- **The task**
Would you go through the records below and copy each line with the string "Write"?

(Saved entries)
----
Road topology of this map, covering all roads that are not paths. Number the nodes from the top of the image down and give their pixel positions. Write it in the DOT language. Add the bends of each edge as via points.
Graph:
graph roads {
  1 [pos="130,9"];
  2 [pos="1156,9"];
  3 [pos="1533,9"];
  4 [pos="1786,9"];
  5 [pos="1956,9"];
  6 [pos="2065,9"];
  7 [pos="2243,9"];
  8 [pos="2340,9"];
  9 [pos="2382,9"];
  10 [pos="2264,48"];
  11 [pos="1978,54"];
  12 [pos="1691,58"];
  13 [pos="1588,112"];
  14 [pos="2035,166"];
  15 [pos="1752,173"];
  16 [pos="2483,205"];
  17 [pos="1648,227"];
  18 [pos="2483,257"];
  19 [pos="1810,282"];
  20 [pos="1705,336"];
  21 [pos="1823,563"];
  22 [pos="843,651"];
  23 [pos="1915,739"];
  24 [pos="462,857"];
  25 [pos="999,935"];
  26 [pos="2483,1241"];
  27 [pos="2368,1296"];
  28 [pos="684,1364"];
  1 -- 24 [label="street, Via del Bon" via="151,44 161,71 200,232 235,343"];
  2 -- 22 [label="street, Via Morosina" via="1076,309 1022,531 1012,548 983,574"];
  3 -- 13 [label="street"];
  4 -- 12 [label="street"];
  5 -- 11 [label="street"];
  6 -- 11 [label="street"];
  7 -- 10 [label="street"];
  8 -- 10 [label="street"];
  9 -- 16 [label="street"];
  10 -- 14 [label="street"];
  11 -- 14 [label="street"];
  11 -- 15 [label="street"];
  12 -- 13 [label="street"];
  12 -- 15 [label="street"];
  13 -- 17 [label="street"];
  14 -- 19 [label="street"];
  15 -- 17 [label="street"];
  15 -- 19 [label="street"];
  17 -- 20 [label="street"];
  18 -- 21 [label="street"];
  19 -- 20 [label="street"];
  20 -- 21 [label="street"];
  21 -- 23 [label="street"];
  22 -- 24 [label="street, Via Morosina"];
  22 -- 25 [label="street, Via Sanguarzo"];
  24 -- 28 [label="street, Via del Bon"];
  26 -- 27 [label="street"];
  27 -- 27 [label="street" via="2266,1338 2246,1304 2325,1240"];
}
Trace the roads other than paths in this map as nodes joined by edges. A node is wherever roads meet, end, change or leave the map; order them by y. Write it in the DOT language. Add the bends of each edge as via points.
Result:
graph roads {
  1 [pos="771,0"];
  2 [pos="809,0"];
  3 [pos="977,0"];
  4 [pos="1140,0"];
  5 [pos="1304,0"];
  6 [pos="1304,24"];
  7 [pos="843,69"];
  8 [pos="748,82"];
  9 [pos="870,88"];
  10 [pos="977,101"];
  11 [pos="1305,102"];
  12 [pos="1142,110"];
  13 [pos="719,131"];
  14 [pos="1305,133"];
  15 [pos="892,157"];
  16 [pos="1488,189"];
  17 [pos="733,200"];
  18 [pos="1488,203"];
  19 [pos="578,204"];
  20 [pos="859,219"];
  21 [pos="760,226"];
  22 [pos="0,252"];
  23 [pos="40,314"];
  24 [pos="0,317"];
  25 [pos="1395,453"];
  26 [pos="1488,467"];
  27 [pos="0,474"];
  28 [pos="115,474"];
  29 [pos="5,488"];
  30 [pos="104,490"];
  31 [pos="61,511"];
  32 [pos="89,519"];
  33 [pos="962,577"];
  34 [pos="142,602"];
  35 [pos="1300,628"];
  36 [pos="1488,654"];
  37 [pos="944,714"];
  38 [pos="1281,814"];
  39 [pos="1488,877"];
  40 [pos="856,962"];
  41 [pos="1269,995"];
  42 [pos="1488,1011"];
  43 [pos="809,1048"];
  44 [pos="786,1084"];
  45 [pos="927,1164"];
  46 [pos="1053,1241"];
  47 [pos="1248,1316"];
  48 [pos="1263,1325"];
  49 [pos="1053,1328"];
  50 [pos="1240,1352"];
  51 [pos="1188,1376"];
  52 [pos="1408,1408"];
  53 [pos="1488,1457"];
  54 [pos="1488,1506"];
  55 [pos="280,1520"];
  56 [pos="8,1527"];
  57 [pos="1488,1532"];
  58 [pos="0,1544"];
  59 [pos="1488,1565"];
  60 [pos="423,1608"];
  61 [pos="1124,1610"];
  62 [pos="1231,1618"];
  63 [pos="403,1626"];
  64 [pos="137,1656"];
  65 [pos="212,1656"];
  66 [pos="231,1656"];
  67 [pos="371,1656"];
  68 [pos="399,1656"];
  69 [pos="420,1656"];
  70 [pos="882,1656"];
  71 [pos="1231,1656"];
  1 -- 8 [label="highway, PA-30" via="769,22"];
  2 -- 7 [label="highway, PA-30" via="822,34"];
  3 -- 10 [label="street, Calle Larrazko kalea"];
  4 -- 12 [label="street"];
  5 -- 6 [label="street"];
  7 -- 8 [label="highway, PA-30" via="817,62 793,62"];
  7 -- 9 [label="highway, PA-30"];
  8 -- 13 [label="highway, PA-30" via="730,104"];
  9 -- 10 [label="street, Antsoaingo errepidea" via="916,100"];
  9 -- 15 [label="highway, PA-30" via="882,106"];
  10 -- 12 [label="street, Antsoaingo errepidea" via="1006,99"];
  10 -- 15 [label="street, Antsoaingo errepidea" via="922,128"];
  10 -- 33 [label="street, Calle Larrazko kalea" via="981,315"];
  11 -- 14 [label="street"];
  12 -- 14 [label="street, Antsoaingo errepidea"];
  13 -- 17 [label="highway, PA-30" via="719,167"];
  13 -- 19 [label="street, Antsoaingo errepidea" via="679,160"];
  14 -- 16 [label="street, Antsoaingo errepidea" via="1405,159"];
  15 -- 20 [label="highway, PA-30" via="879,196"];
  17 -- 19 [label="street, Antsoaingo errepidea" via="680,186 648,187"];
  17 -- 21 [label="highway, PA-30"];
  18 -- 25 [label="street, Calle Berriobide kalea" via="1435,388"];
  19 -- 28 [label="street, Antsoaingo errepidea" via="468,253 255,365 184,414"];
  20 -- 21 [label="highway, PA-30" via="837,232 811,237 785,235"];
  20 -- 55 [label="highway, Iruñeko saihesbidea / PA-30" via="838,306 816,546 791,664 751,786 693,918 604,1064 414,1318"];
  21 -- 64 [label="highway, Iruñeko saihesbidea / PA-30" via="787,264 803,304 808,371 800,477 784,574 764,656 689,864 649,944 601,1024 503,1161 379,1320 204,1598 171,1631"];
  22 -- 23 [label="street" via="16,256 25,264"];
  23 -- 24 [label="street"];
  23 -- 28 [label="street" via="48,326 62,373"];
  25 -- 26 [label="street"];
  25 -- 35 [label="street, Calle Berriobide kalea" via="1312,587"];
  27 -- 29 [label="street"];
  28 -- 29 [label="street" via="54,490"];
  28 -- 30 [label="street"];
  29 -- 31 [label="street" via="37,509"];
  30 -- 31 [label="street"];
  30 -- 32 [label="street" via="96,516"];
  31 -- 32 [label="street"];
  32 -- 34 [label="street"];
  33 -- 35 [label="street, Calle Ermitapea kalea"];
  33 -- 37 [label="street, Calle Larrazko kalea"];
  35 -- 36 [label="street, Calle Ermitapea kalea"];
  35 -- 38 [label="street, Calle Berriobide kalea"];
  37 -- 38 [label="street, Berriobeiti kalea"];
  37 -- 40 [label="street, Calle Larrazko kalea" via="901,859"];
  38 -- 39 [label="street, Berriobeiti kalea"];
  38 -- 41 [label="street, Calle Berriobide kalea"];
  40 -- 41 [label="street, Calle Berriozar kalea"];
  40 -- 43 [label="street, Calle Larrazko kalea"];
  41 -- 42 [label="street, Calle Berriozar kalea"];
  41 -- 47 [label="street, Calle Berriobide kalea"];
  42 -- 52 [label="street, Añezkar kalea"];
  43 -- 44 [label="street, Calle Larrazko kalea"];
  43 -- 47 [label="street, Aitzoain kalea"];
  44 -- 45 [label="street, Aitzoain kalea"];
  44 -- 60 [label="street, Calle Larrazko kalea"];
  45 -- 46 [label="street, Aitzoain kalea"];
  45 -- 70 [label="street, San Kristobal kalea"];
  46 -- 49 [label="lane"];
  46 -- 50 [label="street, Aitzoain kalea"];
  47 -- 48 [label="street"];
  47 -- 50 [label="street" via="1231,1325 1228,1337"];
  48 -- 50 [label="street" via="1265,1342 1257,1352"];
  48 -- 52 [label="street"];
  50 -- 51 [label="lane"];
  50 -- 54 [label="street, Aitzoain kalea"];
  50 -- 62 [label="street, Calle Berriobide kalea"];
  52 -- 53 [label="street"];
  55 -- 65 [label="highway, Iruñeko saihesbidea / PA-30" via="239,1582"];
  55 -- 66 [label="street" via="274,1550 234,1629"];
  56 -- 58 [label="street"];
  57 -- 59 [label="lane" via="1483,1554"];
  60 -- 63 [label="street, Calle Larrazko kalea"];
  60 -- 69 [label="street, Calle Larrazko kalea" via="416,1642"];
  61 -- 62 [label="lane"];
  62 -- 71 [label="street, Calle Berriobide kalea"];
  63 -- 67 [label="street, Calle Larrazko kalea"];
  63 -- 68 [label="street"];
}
----
- **Solution to this problem**
Road topology of this map, covering all roads that are not paths. Number the nodes from the top of the image down and give their pixel positions. Write it in the DOT language. Add the bends of each edge as via points.
Trace the roads other than paths in this map as nodes joined by edges. A node is wherever roads meet, end, change or leave the map; order them by y. Write it in the DOT language. Add the bends of each edge as via points.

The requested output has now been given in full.